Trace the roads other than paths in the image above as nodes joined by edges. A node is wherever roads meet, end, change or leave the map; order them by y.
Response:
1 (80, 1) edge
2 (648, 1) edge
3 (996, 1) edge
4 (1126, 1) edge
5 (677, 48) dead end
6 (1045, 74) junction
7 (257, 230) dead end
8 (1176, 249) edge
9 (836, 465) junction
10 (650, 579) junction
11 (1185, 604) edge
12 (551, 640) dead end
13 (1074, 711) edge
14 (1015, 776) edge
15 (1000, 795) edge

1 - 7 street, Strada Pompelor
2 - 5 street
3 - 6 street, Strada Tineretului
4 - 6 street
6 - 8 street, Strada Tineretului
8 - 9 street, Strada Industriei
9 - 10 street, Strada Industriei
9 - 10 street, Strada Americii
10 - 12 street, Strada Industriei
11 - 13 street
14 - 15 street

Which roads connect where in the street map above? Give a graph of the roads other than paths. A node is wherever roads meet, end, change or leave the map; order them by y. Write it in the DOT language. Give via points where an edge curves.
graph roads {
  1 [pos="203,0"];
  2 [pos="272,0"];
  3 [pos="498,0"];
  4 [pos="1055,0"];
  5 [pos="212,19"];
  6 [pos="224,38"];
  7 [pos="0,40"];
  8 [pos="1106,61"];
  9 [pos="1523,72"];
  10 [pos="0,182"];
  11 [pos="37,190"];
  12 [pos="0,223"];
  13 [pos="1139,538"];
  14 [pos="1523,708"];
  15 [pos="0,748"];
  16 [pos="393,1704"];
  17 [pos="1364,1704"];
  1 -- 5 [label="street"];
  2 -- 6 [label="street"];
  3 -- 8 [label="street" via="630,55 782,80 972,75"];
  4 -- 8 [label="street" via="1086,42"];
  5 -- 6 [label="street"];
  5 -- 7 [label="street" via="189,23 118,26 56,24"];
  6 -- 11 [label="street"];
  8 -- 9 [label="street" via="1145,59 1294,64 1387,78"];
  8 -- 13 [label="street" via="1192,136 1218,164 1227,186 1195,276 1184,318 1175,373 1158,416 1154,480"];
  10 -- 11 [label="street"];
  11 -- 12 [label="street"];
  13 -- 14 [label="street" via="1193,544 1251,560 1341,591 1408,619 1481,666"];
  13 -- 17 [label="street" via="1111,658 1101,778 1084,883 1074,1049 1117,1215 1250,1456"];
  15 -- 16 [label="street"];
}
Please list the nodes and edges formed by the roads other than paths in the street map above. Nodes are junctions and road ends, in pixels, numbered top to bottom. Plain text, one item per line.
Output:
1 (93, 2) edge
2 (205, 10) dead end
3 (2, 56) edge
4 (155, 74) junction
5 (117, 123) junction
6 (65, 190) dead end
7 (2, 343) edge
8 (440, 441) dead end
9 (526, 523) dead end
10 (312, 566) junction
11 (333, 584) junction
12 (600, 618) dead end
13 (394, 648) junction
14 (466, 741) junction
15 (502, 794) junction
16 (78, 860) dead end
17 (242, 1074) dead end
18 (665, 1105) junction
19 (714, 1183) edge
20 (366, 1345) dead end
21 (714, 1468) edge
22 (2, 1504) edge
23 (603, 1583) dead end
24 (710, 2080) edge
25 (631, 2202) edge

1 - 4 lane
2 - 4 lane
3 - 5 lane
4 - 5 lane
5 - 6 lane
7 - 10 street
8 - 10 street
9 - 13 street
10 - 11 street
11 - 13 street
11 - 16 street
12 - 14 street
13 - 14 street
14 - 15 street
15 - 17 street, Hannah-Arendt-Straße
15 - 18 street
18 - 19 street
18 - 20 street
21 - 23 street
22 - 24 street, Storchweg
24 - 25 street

» WORK ORDER: Return a copy of each line in the records above that has "nodes" in it.

» RESULT FOR THIS TASK:
Trace the roads other than paths in the image above as nodes joined by edges. A node is wherever roads meet, end, change or leave the map; order them by y.
Please list the nodes and edges formed by the roads other than paths in the street map above. Nodes are junctions and road ends, in pixels, numbered top to bottom. Plain text, one item per line.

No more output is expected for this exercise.